(Data entries)
[Start of section]

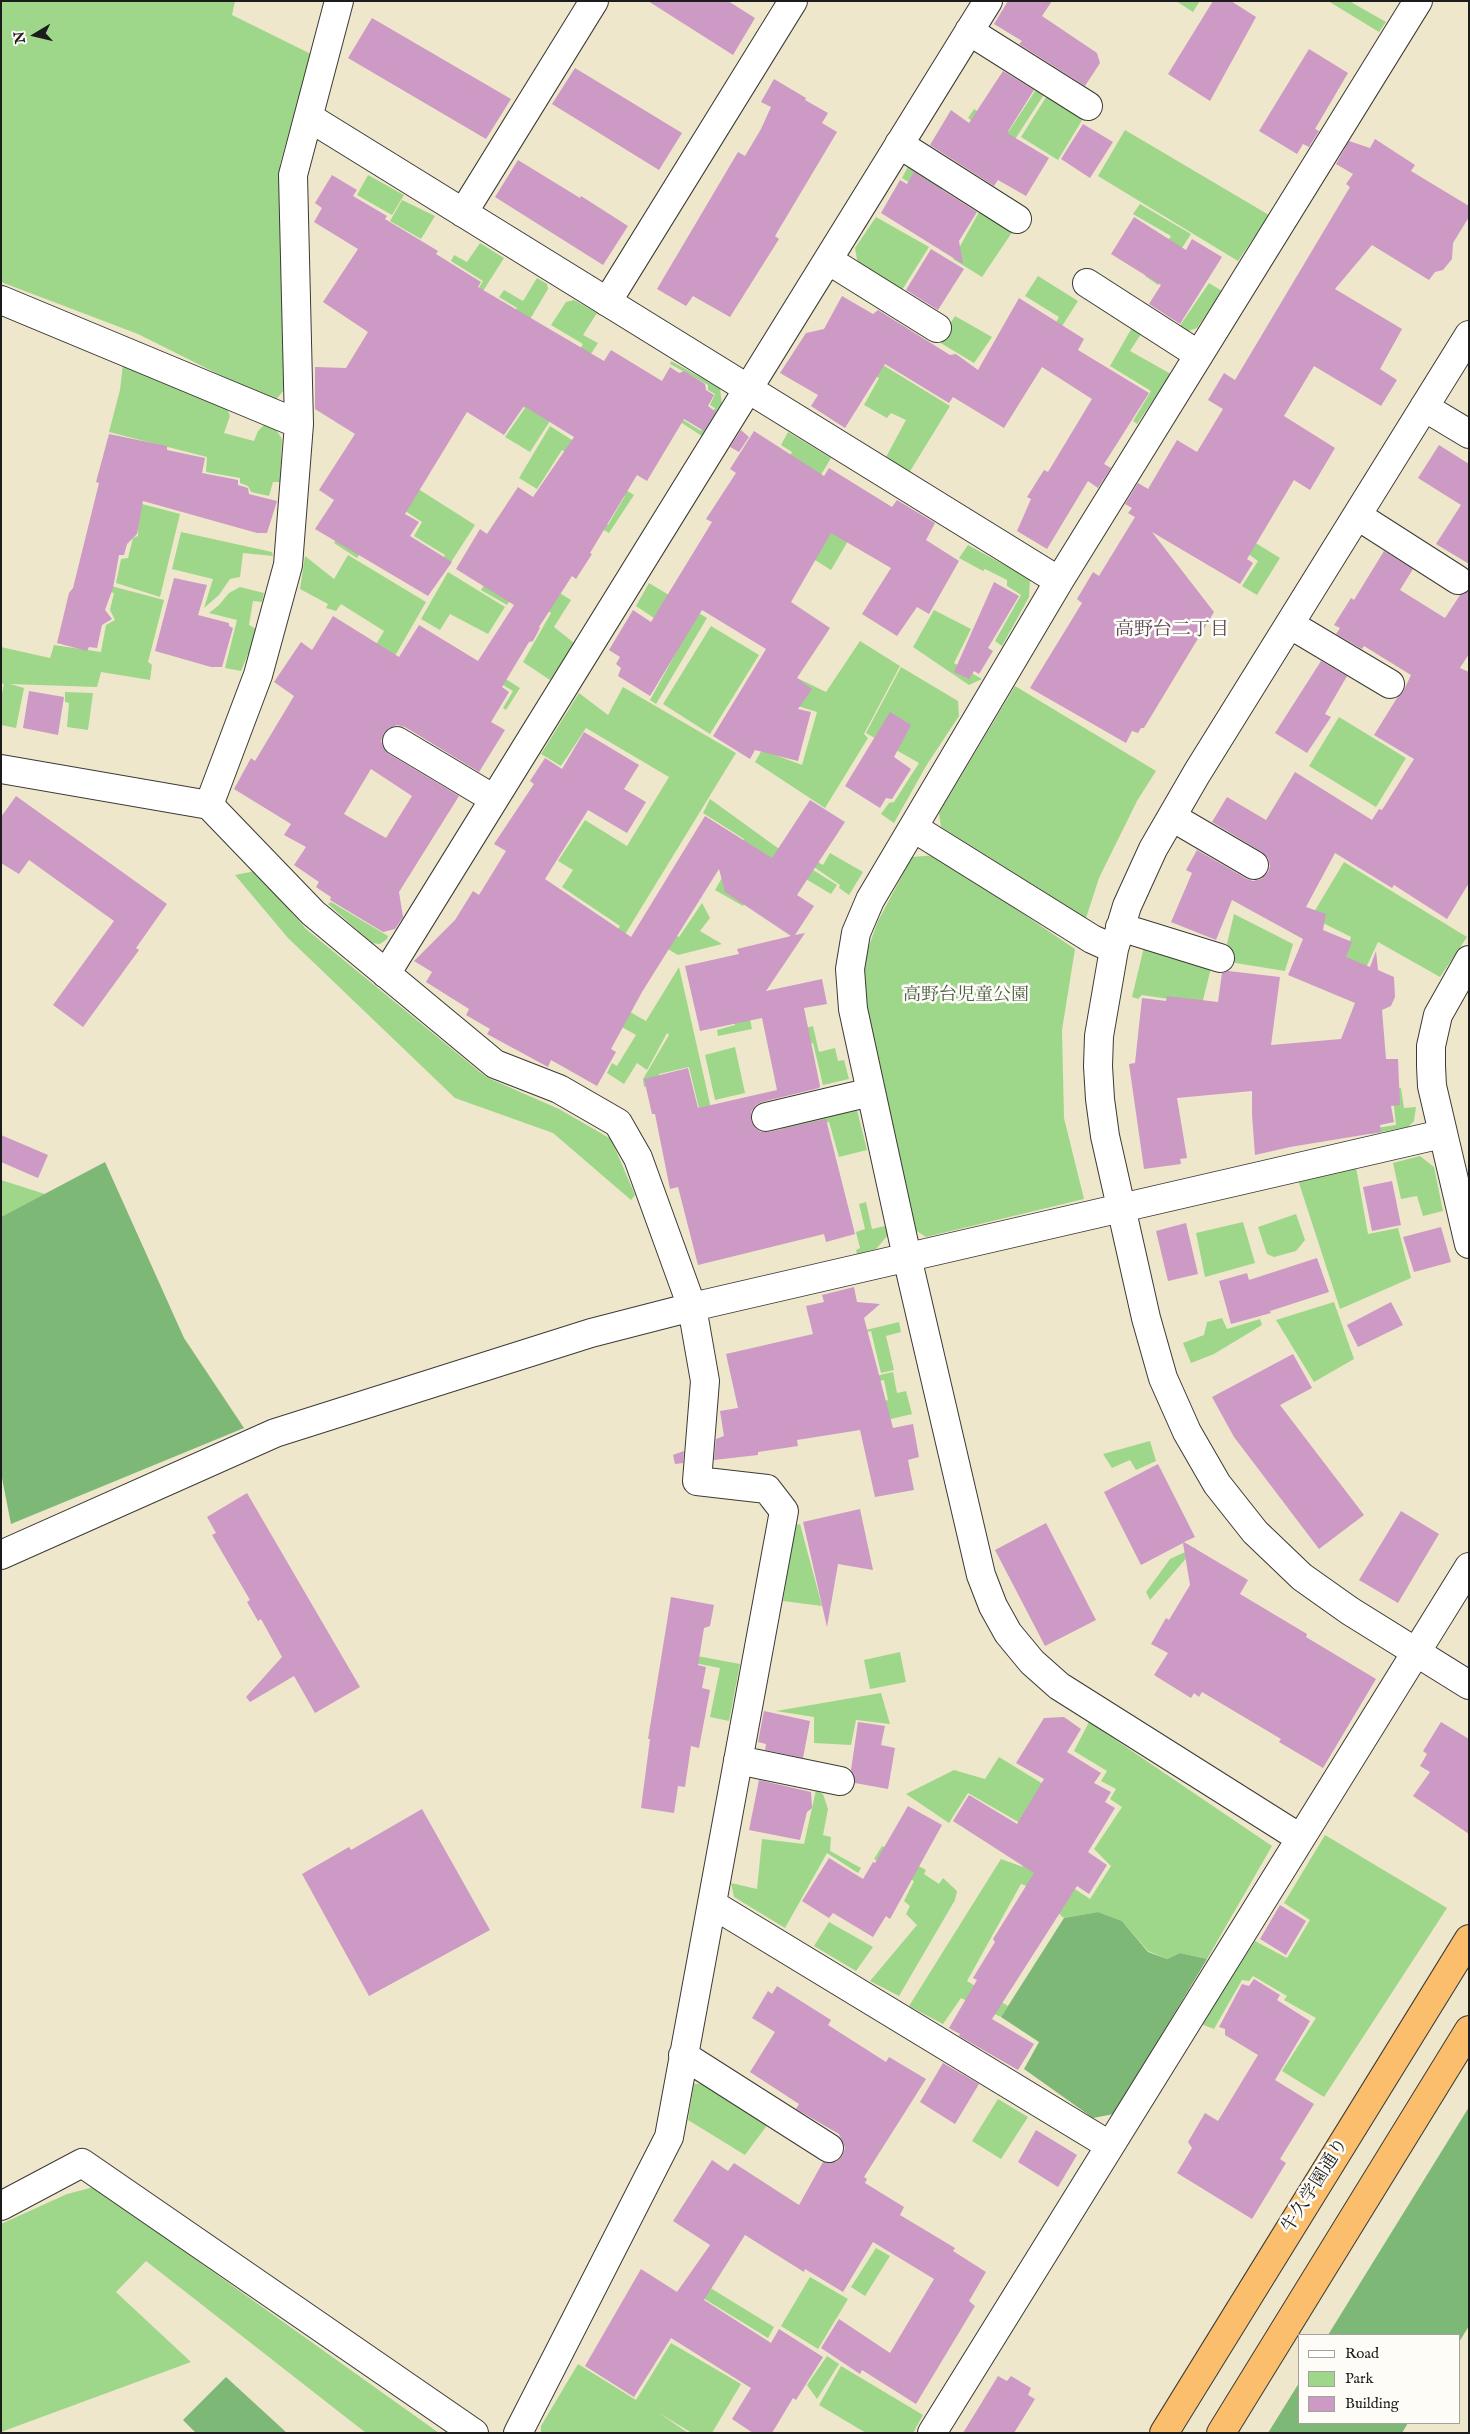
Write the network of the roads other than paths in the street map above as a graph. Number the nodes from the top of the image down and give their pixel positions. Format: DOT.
graph roads {
  1 [pos="339,1"];
  2 [pos="594,1"];
  3 [pos="792,1"];
  4 [pos="988,1"];
  5 [pos="1418,1"];
  6 [pos="969,31"];
  7 [pos="1088,106"];
  8 [pos="310,118"];
  9 [pos="899,144"];
  10 [pos="463,213"];
  11 [pos="1017,218"];
  12 [pos="828,260"];
  13 [pos="1086,283"];
  14 [pos="1,300"];
  15 [pos="607,302"];
  16 [pos="937,328"];
  17 [pos="1469,335"];
  18 [pos="1199,355"];
  19 [pos="748,389"];
  20 [pos="1424,406"];
  21 [pos="299,424"];
  22 [pos="1469,434"];
  23 [pos="1358,516"];
  24 [pos="1458,580"];
  25 [pos="1059,581"];
  26 [pos="1291,624"];
  27 [pos="1390,684"];
  28 [pos="397,741"];
  29 [pos="1,769"];
  30 [pos="494,799"];
  31 [pos="209,805"];
  32 [pos="1172,817"];
  33 [pos="914,828"];
  34 [pos="1254,864"];
  35 [pos="1117,938"];
  36 [pos="1220,958"];
  37 [pos="1469,960"];
  38 [pos="386,974"];
  39 [pos="871,1092"];
  40 [pos="766,1117"];
  41 [pos="1442,1134"];
  42 [pos="1121,1208"];
  43 [pos="1469,1244"];
  44 [pos="907,1258"];
  45 [pos="692,1307"];
  46 [pos="1,1555"];
  47 [pos="1469,1567"];
  48 [pos="1417,1653"];
  49 [pos="1469,1685"];
  50 [pos="738,1760"];
  51 [pos="840,1781"];
  52 [pos="1300,1838"];
  53 [pos="712,1904"];
  54 [pos="1469,1939"];
  55 [pos="1469,2030"];
  56 [pos="683,2055"];
  57 [pos="1109,2145"];
  58 [pos="829,2148"];
  59 [pos="1,2206"];
  60 [pos="474,2433"];
  61 [pos="518,2433"];
  62 [pos="932,2433"];
  63 [pos="1164,2433"];
  64 [pos="1221,2433"];
  1 -- 8 [label="street"];
  2 -- 10 [label="street"];
  3 -- 15 [label="street"];
  4 -- 6 [label="street"];
  5 -- 18 [label="street"];
  6 -- 7 [label="street"];
  6 -- 9 [label="street"];
  8 -- 10 [label="street"];
  8 -- 21 [label="street"];
  9 -- 11 [label="street"];
  9 -- 12 [label="street"];
  10 -- 15 [label="street"];
  12 -- 16 [label="street"];
  12 -- 19 [label="street"];
  13 -- 18 [label="street"];
  14 -- 21 [label="street"];
  15 -- 19 [label="street"];
  17 -- 20 [label="street"];
  18 -- 25 [label="street"];
  19 -- 25 [label="street"];
  19 -- 30 [label="street"];
  20 -- 22 [label="street"];
  20 -- 23 [label="street"];
  21 -- 31 [label="street"];
  23 -- 24 [label="street"];
  23 -- 26 [label="street"];
  25 -- 33 [label="street"];
  26 -- 27 [label="street"];
  26 -- 32 [label="street"];
  28 -- 30 [label="street"];
  29 -- 31 [label="street"];
  30 -- 38 [label="street"];
  31 -- 38 [label="street"];
  32 -- 34 [label="street"];
  32 -- 35 [label="street"];
  33 -- 35 [label="street"];
  33 -- 39 [label="street"];
  35 -- 36 [label="street"];
  35 -- 42 [label="street"];
  37 -- 41 [label="street"];
  38 -- 45 [label="street"];
  39 -- 40 [label="street"];
  39 -- 44 [label="street"];
  41 -- 42 [label="street"];
  41 -- 43 [label="street"];
  42 -- 44 [label="street"];
  42 -- 48 [label="street"];
  44 -- 45 [label="street"];
  44 -- 52 [label="street"];
  45 -- 46 [label="street"];
  45 -- 50 [label="street"];
  47 -- 48 [label="street"];
  48 -- 49 [label="street"];
  48 -- 52 [label="street"];
  50 -- 51 [label="street"];
  50 -- 53 [label="street"];
  52 -- 57 [label="street"];
  53 -- 56 [label="street"];
  53 -- 57 [label="street"];
  54 -- 63 [label="highway, 牛久学園通り"];
  55 -- 64 [label="highway"];
  56 -- 58 [label="street"];
  56 -- 61 [label="street"];
  57 -- 62 [label="street"];
  59 -- 60 [label="street"];
}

[End of section]

• Exercise instructions: Search the records for the word "graph". Copy every line that has it.

• Response area:
Write the network of the roads other than paths in the street map above as a graph. Number the nodes from the top of the image down and give their pixel positions. Format: DOT.
graph roads {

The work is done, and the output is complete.